§ **Data records**:
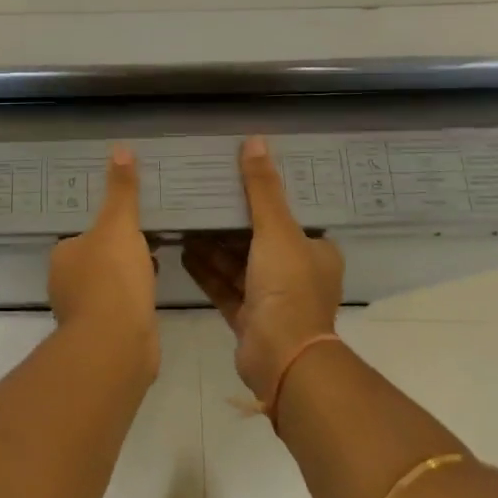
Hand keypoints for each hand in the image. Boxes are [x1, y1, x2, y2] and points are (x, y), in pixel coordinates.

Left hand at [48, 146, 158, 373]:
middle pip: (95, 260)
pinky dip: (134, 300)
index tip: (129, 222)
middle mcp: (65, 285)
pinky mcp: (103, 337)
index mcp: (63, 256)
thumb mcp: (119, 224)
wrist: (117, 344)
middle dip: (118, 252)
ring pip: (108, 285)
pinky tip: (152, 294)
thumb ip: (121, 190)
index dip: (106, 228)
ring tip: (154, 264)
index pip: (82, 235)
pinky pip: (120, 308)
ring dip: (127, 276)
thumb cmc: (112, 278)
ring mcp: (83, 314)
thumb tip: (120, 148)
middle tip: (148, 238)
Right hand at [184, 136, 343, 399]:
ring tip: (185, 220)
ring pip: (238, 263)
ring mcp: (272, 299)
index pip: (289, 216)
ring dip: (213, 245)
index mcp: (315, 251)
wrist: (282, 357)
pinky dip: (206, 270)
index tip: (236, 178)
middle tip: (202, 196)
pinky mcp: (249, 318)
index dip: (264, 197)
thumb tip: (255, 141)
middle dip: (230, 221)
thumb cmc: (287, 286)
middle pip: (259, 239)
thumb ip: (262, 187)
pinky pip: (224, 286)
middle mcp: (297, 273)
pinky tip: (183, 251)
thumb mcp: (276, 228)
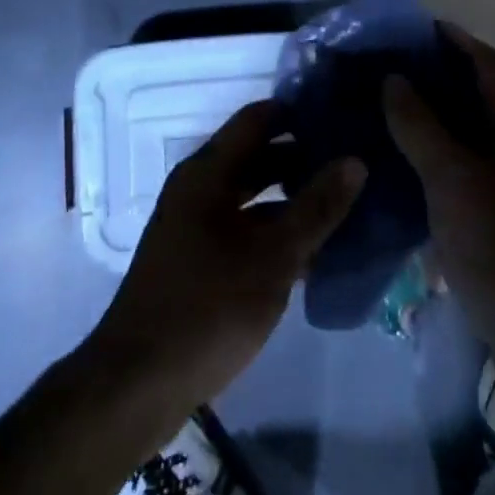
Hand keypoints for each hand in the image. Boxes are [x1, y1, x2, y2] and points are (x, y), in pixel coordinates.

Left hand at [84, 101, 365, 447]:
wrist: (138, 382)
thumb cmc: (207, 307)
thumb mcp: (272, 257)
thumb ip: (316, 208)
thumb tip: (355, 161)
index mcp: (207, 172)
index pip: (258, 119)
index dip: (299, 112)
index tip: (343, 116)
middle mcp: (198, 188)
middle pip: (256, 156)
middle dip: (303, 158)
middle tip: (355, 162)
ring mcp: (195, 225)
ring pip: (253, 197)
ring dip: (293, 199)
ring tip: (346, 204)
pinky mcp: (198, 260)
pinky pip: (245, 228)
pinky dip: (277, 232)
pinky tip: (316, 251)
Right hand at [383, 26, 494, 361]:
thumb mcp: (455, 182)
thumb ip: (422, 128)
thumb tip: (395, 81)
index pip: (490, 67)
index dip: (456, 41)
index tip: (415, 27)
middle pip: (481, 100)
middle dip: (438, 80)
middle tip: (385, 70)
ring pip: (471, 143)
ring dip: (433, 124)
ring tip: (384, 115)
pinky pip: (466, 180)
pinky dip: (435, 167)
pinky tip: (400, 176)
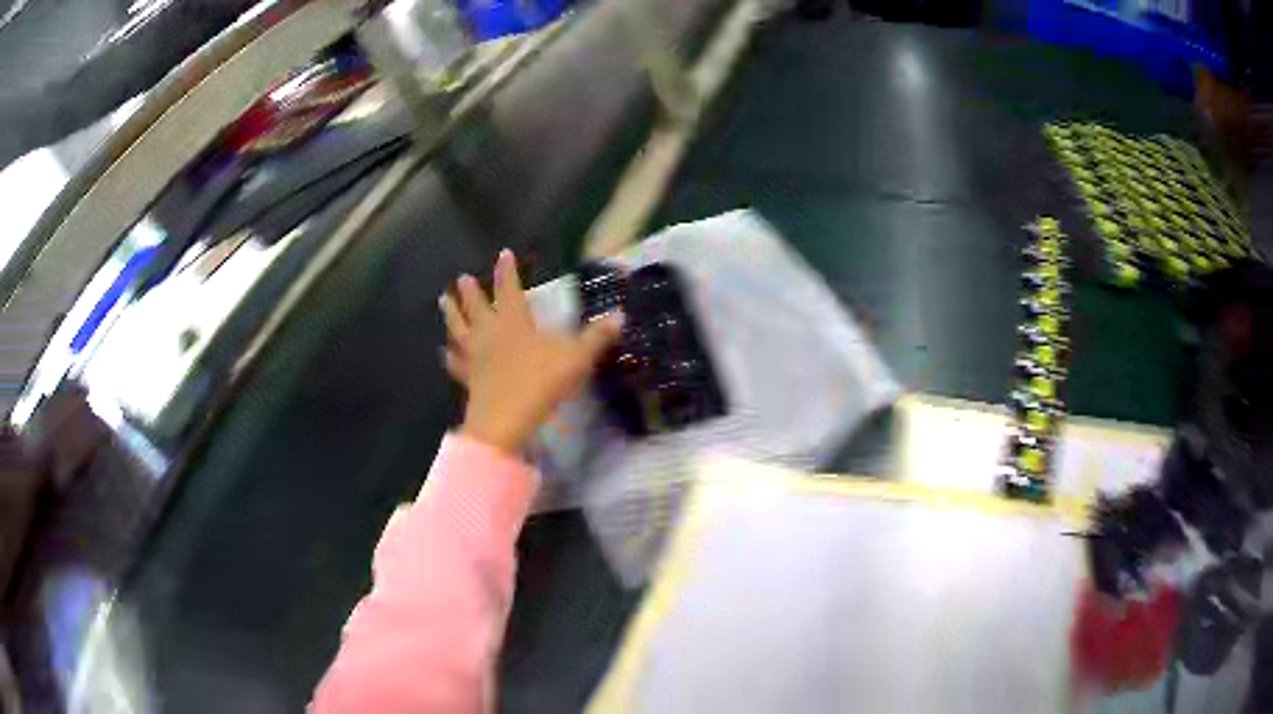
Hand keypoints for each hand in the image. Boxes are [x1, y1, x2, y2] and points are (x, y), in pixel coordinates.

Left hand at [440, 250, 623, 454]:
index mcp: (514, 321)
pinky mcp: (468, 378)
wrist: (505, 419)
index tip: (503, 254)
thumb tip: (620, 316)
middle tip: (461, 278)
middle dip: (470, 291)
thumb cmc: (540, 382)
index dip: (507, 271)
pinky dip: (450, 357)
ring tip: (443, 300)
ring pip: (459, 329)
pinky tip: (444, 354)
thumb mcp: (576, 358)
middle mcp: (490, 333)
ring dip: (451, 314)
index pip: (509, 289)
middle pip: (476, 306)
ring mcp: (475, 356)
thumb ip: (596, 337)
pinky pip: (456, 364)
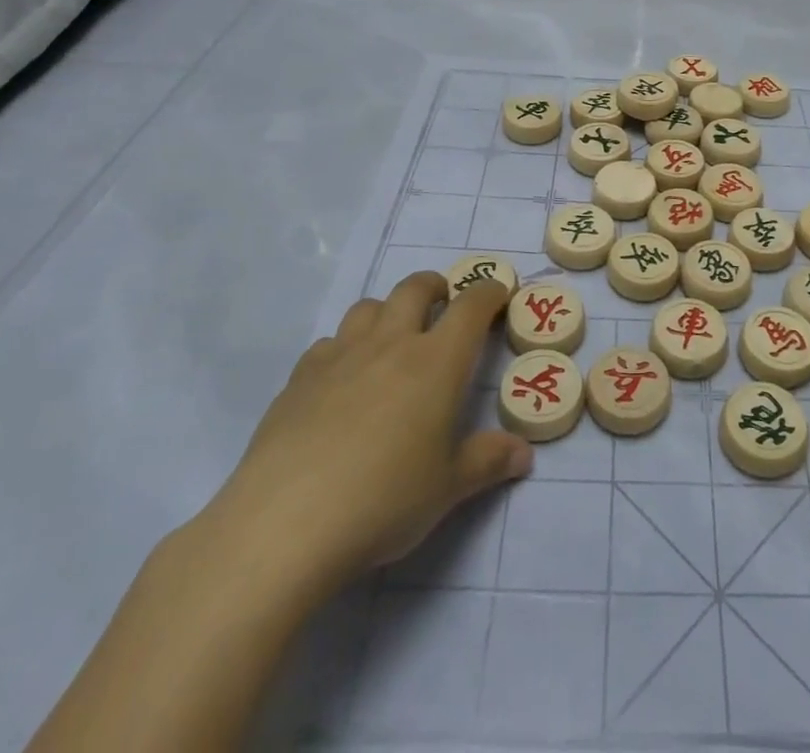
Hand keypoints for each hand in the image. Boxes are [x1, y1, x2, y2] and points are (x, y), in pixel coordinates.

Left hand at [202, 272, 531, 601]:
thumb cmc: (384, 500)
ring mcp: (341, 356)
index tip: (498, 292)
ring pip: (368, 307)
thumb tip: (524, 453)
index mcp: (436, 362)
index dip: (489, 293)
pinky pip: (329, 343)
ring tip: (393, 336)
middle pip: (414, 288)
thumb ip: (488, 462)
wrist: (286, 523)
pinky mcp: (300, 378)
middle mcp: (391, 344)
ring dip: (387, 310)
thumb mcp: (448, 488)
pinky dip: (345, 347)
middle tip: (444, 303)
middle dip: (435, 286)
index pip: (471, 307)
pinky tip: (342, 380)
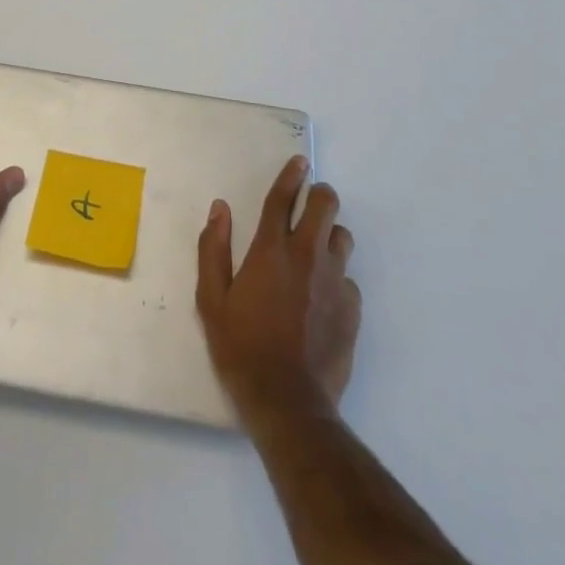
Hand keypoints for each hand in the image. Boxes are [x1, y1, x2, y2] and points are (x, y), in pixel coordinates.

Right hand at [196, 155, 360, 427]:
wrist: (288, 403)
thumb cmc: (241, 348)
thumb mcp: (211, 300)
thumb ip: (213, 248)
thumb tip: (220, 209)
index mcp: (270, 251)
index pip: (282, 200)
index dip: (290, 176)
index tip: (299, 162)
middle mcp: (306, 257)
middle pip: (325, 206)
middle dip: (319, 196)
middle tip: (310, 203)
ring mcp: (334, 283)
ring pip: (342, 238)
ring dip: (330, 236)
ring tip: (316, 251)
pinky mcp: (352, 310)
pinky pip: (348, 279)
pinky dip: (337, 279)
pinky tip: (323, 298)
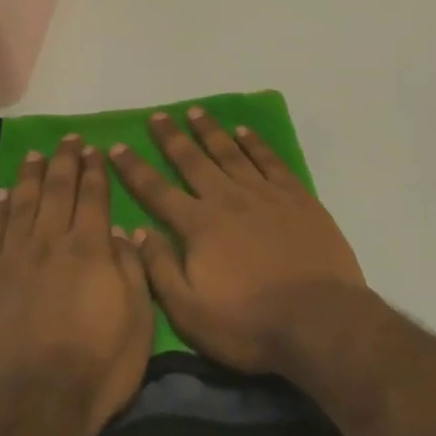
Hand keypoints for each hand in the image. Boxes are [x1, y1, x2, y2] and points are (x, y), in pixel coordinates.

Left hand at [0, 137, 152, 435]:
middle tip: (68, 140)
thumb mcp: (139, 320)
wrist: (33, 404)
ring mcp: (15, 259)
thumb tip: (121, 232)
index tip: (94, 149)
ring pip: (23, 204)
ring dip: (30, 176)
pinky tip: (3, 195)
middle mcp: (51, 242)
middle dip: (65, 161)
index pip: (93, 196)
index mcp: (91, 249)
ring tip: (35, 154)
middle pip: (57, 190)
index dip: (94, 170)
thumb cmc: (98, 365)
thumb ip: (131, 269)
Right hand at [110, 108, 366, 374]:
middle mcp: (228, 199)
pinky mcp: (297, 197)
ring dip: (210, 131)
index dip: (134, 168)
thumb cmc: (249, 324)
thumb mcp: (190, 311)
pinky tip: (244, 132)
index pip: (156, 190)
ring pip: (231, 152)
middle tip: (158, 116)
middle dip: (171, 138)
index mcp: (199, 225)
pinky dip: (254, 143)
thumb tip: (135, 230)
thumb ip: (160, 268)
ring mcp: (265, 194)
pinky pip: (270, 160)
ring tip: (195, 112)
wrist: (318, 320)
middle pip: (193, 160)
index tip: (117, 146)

§ **What the exercise asks**:
Please transcribe exactly the line containing "thumb cmc: (98, 365)" and every line after it through the end of the records, and nothing else.

§ **Result of the exercise**:
thumb cmc: (98, 365)
thumb ip: (131, 269)
Right hand at [110, 108, 366, 374]:
middle mcp: (228, 199)
pinky mcp: (297, 197)
ring dip: (210, 131)
index dip: (134, 168)
thumb cmc: (249, 324)
thumb mcp: (190, 311)
pinky tip: (244, 132)
index pip: (156, 190)
ring pip: (231, 152)
middle tip: (158, 116)
middle dip: (171, 138)
index mcp: (199, 225)
pinky dip: (254, 143)
thumb tip: (135, 230)
thumb ip: (160, 268)
ring mcp: (265, 194)
pinky pip: (270, 160)
ring tip: (195, 112)
wrist: (318, 320)
middle pip: (193, 160)
index tip: (117, 146)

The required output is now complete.